▸ **Dataset records**
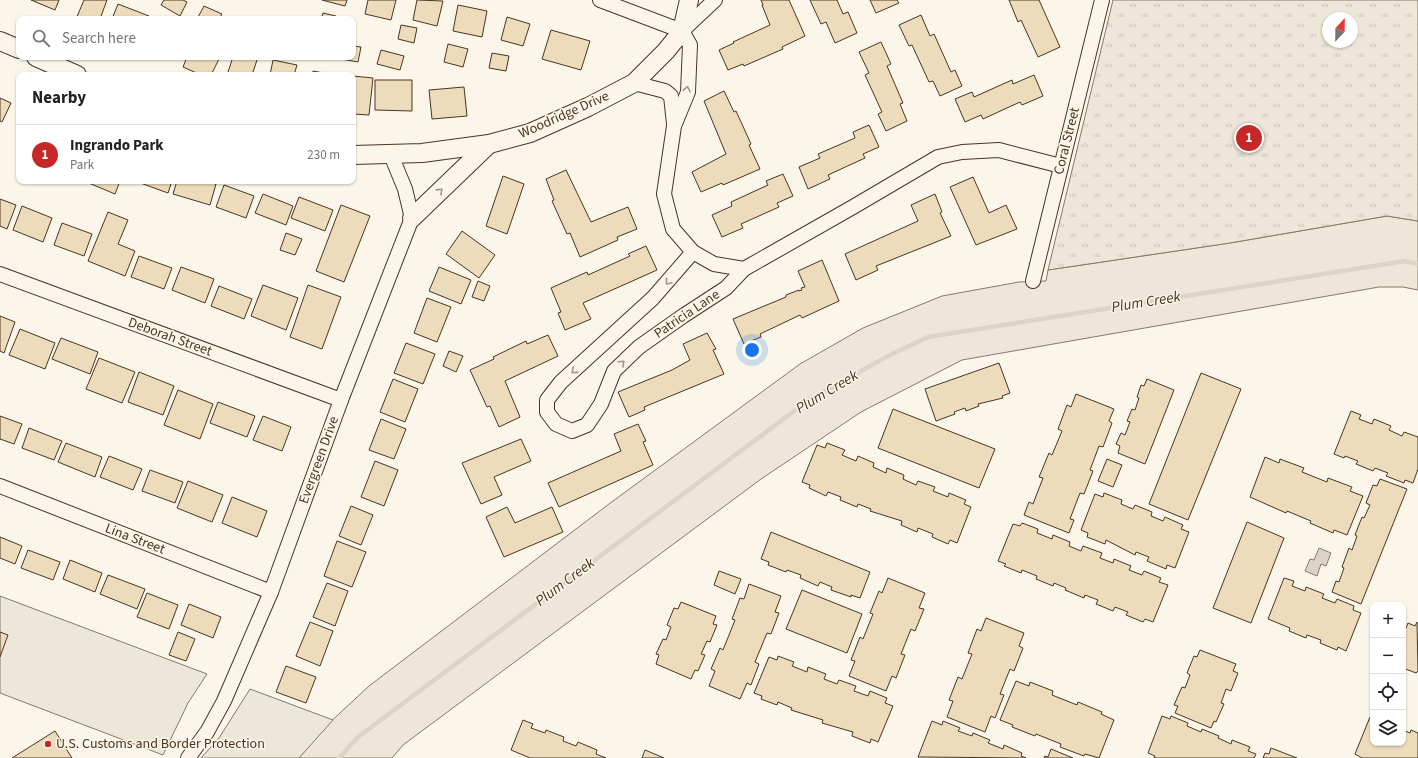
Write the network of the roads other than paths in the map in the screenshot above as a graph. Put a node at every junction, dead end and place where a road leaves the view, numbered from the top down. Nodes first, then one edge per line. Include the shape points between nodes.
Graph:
1 (600, 0) edge
2 (689, 0) edge
3 (715, 0) edge
4 (1102, 0) edge
5 (682, 31) junction
6 (0, 41) edge
7 (16, 48) edge
8 (43, 60) edge
9 (70, 72) edge
10 (634, 82) junction
11 (674, 126) junction
12 (489, 144) junction
13 (356, 155) edge
14 (390, 155) junction
15 (1061, 166) junction
16 (412, 218) junction
17 (693, 252) junction
18 (744, 269) junction
19 (0, 274) edge
20 (1033, 281) dead end
21 (340, 400) junction
22 (0, 486) edge
23 (271, 592) junction
24 (188, 758) edge

1 - 5 street
2 - 5 street
3 - 5 street, Woodridge Drive
4 - 15 street, Coral Street
5 - 10 street, Woodridge Drive via 666,51
11 -> 5 street via 688,92 690,45
6 - 7 street
8 - 9 street
10 - 11 street via 665,91 671,96
10 - 12 street, Woodridge Drive via 588,107 530,133
11 - 17 street via 664,194 673,229
12 - 14 street, Woodridge Drive
16 -> 12 street
13 - 14 street, Woodridge Drive
14 - 16 street via 405,189
15 - 18 street, Patricia Lane via 999,150 962,152 938,157
15 - 20 street, Coral Street
16 - 21 street, Evergreen Drive
17 - 18 street via 714,264
17 -> 18 street, Patricia Lane via 653,298 561,382 547,400 547,412 556,424 572,431 587,425 601,404 614,371 645,343 726,288
19 - 21 street, Deborah Street
21 - 23 street, Evergreen Drive
22 - 23 street, Lina Street
23 - 24 street, Evergreen Drive via 224,701 207,732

▸ **Aim of the task**
Do not include images; quote all of the entries above exactly.

▸ **Task response**
Write the network of the roads other than paths in the map in the screenshot above as a graph. Put a node at every junction, dead end and place where a road leaves the view, numbered from the top down. Nodes first, then one edge per line. Include the shape points between nodes.
Graph:
1 (600, 0) edge
2 (689, 0) edge
3 (715, 0) edge
4 (1102, 0) edge
5 (682, 31) junction
6 (0, 41) edge
7 (16, 48) edge
8 (43, 60) edge
9 (70, 72) edge
10 (634, 82) junction
11 (674, 126) junction
12 (489, 144) junction
13 (356, 155) edge
14 (390, 155) junction
15 (1061, 166) junction
16 (412, 218) junction
17 (693, 252) junction
18 (744, 269) junction
19 (0, 274) edge
20 (1033, 281) dead end
21 (340, 400) junction
22 (0, 486) edge
23 (271, 592) junction
24 (188, 758) edge

1 - 5 street
2 - 5 street
3 - 5 street, Woodridge Drive
4 - 15 street, Coral Street
5 - 10 street, Woodridge Drive via 666,51
11 -> 5 street via 688,92 690,45
6 - 7 street
8 - 9 street
10 - 11 street via 665,91 671,96
10 - 12 street, Woodridge Drive via 588,107 530,133
11 - 17 street via 664,194 673,229
12 - 14 street, Woodridge Drive
16 -> 12 street
13 - 14 street, Woodridge Drive
14 - 16 street via 405,189
15 - 18 street, Patricia Lane via 999,150 962,152 938,157
15 - 20 street, Coral Street
16 - 21 street, Evergreen Drive
17 - 18 street via 714,264
17 -> 18 street, Patricia Lane via 653,298 561,382 547,400 547,412 556,424 572,431 587,425 601,404 614,371 645,343 726,288
19 - 21 street, Deborah Street
21 - 23 street, Evergreen Drive
22 - 23 street, Lina Street
23 - 24 street, Evergreen Drive via 224,701 207,732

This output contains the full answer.